• [Problem details]:
Please count how many lines below contain the word "Champ" and reply with only that number.

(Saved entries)
******************************
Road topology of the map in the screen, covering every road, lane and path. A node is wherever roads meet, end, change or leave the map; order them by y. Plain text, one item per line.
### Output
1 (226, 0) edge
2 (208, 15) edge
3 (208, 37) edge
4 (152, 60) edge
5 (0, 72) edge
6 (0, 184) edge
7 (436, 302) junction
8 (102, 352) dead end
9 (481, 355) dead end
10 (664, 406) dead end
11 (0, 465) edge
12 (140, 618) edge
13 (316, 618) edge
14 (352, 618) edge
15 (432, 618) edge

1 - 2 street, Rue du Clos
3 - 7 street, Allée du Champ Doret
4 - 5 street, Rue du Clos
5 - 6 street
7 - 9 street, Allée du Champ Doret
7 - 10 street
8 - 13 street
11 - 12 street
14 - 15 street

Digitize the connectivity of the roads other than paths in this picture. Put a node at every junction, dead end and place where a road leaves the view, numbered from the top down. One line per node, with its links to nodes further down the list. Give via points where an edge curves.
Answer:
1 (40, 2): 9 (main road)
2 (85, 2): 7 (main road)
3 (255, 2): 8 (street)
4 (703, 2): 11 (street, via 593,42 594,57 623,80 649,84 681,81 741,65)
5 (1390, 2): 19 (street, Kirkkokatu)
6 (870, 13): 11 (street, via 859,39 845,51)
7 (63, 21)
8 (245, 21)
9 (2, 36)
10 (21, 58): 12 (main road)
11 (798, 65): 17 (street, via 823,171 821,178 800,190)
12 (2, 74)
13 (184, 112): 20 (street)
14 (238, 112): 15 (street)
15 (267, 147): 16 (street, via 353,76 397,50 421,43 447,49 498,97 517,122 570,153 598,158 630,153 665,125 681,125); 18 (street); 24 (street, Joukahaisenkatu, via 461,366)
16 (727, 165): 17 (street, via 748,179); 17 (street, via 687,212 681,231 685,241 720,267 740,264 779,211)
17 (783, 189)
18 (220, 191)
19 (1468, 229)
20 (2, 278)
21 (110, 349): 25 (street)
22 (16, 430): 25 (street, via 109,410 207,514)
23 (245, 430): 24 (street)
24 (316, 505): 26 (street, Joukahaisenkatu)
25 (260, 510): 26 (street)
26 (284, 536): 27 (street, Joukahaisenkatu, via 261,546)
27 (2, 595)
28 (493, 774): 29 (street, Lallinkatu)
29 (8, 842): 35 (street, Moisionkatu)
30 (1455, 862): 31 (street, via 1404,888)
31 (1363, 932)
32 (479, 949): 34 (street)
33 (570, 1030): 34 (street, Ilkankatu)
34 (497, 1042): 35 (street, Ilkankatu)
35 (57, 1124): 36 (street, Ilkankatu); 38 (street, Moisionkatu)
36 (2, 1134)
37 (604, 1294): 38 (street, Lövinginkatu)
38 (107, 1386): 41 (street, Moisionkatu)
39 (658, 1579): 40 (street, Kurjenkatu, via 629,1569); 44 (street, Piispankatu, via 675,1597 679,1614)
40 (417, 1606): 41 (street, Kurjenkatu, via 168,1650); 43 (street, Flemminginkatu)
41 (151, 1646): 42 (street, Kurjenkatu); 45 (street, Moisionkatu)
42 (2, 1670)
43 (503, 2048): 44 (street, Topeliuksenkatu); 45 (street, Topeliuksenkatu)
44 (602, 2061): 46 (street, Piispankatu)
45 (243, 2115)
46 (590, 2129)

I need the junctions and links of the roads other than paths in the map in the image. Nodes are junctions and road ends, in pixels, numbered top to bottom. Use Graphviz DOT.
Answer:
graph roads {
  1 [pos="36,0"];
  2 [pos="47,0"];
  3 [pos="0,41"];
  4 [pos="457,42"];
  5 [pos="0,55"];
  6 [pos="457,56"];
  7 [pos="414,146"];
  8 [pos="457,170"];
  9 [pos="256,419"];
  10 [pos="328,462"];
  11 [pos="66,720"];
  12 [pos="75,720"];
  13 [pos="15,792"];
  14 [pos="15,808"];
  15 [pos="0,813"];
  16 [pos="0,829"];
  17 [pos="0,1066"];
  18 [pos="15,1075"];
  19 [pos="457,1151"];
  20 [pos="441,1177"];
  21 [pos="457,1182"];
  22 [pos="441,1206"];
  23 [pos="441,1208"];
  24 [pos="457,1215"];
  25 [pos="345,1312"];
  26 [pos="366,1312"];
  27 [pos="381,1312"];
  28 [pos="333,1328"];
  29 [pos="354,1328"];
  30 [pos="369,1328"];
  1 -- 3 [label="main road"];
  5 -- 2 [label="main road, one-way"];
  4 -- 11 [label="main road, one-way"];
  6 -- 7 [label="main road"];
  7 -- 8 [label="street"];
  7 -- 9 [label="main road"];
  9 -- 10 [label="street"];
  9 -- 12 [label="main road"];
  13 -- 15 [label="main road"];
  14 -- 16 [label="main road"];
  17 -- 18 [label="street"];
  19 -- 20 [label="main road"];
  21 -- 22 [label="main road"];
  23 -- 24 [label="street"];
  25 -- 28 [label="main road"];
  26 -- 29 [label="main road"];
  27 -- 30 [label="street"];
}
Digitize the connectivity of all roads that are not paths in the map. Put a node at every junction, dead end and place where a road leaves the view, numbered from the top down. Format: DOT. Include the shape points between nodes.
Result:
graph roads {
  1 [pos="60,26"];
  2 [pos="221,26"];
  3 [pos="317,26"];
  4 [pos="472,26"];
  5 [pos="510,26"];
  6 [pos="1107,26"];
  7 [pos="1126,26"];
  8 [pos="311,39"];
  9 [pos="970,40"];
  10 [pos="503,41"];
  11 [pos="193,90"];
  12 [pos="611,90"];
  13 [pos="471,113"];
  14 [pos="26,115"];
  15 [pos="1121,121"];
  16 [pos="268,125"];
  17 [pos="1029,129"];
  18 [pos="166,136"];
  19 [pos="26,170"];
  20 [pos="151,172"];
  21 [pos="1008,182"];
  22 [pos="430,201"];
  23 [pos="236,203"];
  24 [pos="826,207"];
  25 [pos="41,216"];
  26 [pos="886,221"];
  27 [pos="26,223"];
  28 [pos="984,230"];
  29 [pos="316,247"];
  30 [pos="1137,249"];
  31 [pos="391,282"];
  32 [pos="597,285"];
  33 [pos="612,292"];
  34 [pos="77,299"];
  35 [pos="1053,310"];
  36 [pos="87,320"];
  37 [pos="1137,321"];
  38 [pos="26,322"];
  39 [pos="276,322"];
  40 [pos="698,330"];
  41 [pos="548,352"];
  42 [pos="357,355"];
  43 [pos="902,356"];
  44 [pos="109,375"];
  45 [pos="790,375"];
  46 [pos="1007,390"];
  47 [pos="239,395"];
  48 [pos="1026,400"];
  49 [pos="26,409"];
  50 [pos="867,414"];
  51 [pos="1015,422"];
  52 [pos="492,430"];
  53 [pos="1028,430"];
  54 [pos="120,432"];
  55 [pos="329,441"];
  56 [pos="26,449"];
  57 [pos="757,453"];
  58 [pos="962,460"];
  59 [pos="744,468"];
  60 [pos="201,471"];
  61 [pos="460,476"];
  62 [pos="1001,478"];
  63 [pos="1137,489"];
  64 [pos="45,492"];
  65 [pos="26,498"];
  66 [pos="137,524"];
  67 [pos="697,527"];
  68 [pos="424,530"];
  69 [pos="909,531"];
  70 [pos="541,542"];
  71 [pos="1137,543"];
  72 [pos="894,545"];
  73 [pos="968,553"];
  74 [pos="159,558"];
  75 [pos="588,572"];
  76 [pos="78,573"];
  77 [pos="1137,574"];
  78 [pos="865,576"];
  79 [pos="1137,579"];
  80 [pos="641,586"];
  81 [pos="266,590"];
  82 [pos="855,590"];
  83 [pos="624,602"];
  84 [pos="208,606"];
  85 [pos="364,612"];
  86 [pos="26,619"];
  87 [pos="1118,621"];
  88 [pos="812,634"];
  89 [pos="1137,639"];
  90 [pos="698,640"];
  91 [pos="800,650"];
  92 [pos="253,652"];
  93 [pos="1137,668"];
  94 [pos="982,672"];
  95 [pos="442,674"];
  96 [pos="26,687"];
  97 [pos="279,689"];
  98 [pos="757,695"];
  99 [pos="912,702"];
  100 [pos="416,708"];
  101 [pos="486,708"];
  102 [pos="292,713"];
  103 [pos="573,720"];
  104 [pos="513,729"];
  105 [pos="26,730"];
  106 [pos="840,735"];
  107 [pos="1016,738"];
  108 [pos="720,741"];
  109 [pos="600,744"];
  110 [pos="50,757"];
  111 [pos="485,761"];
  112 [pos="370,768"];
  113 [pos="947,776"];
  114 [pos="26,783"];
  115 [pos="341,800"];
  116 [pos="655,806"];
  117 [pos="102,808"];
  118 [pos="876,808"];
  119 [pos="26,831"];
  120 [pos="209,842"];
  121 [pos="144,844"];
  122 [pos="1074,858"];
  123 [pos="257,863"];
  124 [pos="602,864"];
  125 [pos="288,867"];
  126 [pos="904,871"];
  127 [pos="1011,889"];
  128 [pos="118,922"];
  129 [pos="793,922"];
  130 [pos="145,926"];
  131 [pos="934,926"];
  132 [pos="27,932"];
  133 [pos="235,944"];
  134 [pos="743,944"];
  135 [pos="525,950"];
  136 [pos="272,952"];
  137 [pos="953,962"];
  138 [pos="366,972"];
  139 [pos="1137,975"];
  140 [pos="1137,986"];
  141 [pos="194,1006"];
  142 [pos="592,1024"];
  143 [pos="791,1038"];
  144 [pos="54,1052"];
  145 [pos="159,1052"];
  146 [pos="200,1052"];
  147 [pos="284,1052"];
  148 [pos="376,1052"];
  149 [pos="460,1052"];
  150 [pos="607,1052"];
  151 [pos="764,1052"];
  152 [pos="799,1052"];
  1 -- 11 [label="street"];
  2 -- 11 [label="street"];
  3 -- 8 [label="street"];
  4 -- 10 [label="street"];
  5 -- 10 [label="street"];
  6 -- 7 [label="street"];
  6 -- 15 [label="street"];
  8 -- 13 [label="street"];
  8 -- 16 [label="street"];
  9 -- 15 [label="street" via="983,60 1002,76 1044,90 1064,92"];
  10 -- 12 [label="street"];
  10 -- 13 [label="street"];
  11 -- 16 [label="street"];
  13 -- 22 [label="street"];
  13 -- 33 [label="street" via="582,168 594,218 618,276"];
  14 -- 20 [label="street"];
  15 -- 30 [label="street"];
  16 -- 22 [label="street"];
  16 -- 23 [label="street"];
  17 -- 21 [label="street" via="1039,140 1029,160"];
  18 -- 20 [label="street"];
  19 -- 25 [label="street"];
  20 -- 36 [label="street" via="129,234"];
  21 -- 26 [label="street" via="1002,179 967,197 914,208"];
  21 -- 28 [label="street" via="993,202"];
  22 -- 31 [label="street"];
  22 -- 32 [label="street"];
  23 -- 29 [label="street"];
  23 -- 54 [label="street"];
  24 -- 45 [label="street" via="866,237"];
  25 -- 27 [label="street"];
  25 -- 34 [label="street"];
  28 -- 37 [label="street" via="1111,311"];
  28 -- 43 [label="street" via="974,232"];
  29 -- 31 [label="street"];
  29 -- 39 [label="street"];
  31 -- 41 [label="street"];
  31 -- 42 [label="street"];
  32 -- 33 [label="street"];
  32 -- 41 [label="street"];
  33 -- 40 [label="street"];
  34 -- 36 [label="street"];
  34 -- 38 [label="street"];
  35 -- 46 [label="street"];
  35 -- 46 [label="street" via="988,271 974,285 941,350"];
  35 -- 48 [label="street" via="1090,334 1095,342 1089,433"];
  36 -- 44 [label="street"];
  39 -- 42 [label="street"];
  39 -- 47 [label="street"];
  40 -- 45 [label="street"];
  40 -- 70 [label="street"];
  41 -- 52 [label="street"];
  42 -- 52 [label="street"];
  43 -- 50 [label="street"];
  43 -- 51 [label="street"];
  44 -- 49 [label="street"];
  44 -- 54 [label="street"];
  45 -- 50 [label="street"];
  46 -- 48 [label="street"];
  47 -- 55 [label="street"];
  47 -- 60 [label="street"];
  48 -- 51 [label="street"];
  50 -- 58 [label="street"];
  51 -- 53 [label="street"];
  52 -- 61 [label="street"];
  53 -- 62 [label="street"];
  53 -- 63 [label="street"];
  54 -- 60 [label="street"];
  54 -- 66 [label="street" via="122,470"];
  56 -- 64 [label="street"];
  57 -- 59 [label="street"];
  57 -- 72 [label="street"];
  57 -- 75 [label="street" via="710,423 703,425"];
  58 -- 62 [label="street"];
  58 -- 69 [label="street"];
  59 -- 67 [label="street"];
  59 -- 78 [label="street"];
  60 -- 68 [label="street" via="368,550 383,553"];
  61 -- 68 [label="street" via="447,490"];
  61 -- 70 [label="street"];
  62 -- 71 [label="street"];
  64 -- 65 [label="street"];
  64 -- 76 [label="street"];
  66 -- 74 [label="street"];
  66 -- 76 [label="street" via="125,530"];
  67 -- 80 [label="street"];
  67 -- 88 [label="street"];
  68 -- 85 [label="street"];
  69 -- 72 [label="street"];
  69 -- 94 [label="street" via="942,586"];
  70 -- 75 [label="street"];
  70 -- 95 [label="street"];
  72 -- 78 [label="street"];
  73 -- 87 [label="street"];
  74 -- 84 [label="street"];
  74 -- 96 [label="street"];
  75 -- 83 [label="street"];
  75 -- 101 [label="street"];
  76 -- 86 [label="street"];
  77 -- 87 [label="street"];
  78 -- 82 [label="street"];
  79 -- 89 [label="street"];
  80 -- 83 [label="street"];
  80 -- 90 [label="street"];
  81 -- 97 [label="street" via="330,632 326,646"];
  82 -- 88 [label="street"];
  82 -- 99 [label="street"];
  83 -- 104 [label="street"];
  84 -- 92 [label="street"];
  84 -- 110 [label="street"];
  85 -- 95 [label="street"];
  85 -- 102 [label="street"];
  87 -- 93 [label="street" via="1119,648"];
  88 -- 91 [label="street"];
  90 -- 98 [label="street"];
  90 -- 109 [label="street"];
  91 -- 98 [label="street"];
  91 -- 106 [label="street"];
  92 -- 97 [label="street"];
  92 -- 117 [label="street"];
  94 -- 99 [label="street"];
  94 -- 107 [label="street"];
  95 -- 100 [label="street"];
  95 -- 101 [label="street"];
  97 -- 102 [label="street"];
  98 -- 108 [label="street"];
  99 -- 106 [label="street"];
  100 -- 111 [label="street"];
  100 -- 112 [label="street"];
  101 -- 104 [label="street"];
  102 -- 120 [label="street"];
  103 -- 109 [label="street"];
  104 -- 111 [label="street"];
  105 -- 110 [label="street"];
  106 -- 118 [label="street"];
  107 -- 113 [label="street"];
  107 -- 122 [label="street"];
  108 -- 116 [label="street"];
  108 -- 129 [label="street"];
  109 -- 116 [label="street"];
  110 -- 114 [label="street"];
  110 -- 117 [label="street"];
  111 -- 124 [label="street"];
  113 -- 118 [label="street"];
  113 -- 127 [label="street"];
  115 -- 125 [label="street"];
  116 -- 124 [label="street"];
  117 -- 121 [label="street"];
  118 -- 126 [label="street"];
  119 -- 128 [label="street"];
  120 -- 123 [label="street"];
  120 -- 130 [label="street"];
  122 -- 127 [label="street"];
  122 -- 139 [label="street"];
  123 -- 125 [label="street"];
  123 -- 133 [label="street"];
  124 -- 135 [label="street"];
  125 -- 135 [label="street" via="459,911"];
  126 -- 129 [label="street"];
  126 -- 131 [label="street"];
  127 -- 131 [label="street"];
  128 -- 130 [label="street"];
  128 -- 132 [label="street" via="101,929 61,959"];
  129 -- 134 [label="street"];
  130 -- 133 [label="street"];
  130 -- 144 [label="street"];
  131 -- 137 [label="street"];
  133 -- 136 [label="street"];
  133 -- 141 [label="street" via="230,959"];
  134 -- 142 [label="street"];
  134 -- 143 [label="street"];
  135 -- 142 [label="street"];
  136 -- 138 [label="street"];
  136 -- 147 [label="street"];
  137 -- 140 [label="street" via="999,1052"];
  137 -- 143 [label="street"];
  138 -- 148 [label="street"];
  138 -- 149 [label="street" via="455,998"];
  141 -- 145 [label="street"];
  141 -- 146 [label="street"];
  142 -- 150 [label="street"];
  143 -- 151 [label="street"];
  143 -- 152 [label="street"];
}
******************************
• [Completed task]:
2